後日の話だ。あれ以来郷田とは会っていない。生きているのか死んでいるのかも分からない。ただ俺はひっそりと生きている気がした。そうそう置いていったお金は全てユニセフやら赤十字団体に全額寄付した。盗んだお金だ。そういった使い方をするのが一番だろう…で、依頼を達成した俺達はと言うと…

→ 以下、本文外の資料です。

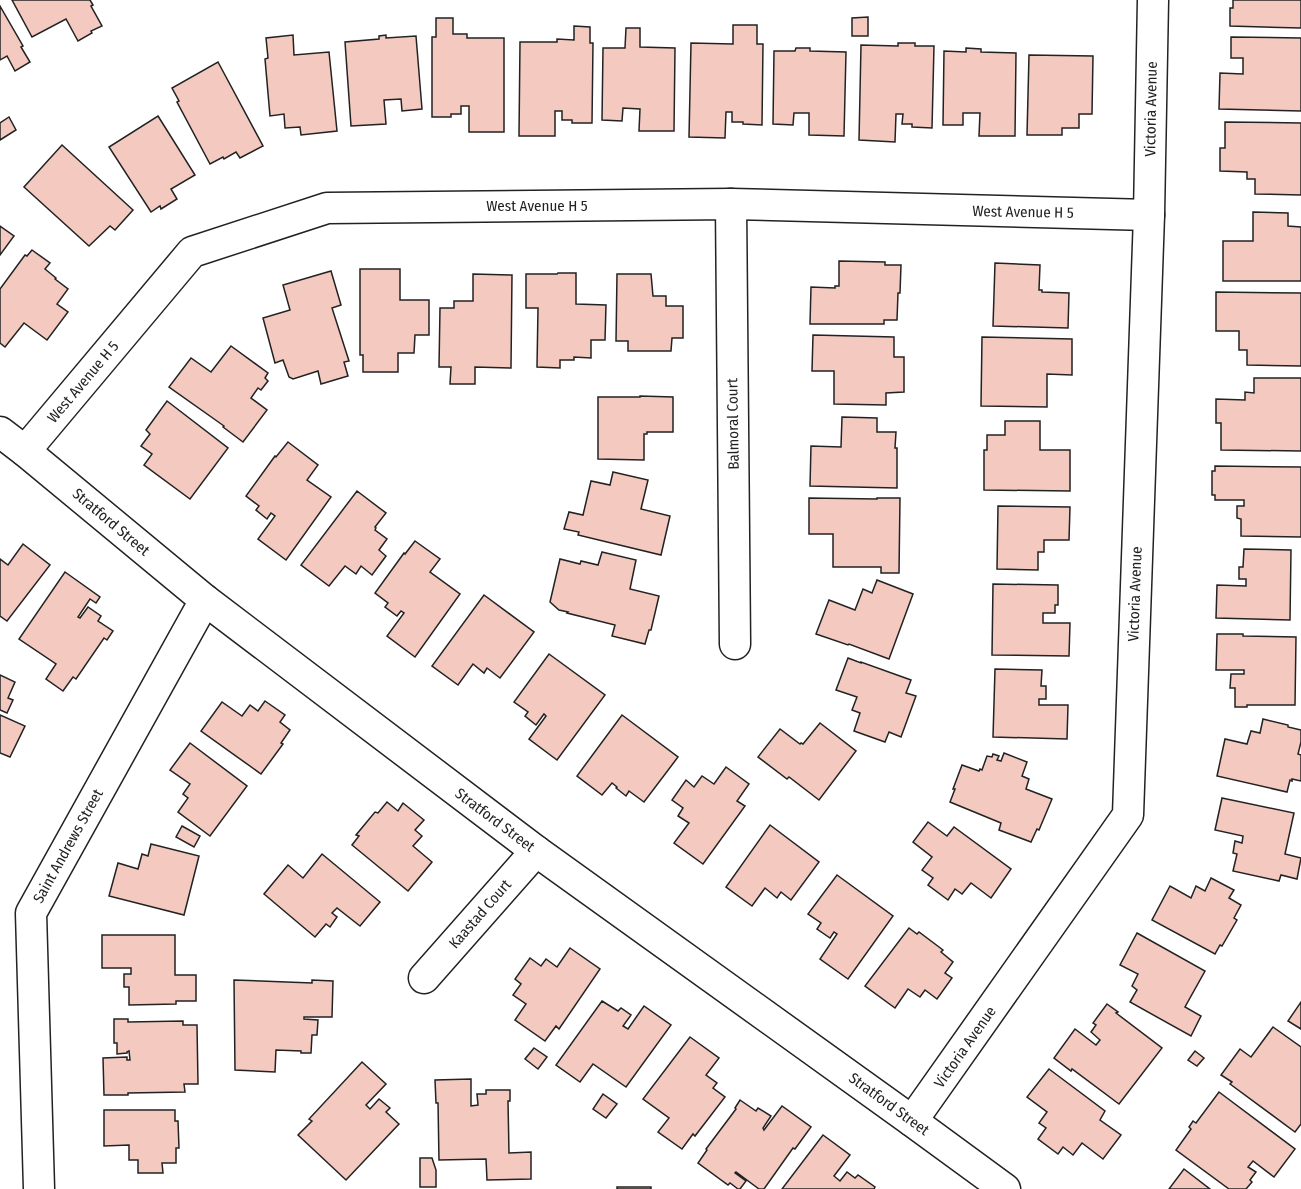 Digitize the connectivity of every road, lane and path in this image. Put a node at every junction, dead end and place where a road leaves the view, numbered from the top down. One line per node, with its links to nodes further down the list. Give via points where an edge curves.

「お仕事お疲れ様です。約束通り今月の家賃はタダです。それと予想以上の依頼料だったため、ボーナスを渡します」
そう言って瑠璃はテーブルの上に札束を置いた。金額にして三百万ぐらいだろう…
「すごい…お金の束を初めて見たかも…」
麻里亞は目を輝かせながらそのお金を見る。帰ってきた時の麻里亞の涙目はどこえやら…
「うーん、ボーナスは嬉しいが…こんなにはいらないな…」
俺は率直な感想を述べ、札束から五枚の一万円を抜いた。
「これだけでいい。後は来月分の家賃に回しといてくれ」
「えっ、何言ってるのマウス!!」
「来月依頼が無かったらどうするんだ?」
「そっ…それは…」
「私もそれで構いません」
「血糊君も…ハァ」
「これでいいか瑠璃?」
「分かりました。残りは来月の家賃に回します」
「そうそう…一つ確認したかったんだが…」
「何かしら?」
「今回の依頼だよ。何で俺達に任せた。お前の探偵社員に任せなかった。そうすればボーナスだってお前達の物になってたんだぞ?」
「あぁそれね…簡単ですわ。この依頼は私達の探偵社向けじゃないってこと」
「えっ…それだけか?」
「そうよ。それに誰もしたがらないだろうし…」
その言葉に俺は唖然としていた。瑠璃探偵社…やはり謎だらけだ。
その後俺達は瑠璃の探偵社を後にして、トボトボと歩いていた。「何か納得いかないな…」
「まぁまぁ…そう言えば雨降らなくなりましたね」
「あぁ、梅雨が終わったんだろう」
「と言うことは夏だね。麻里亞は四季の中で夏が一番好き!」
「何でだ?上手い物が多いからか?」
「違うよ。夏は楽しむイベントが一杯あるからだよ!!」
「へぇ、楽しみですね」
血糊も麻里亞の言葉を聞いて嬉しそうにする。俺は蒸し暑くなる季節に小さなため息をついた。
それからだが…郷田とは違う形で再会することになるのだが…また別の話だ。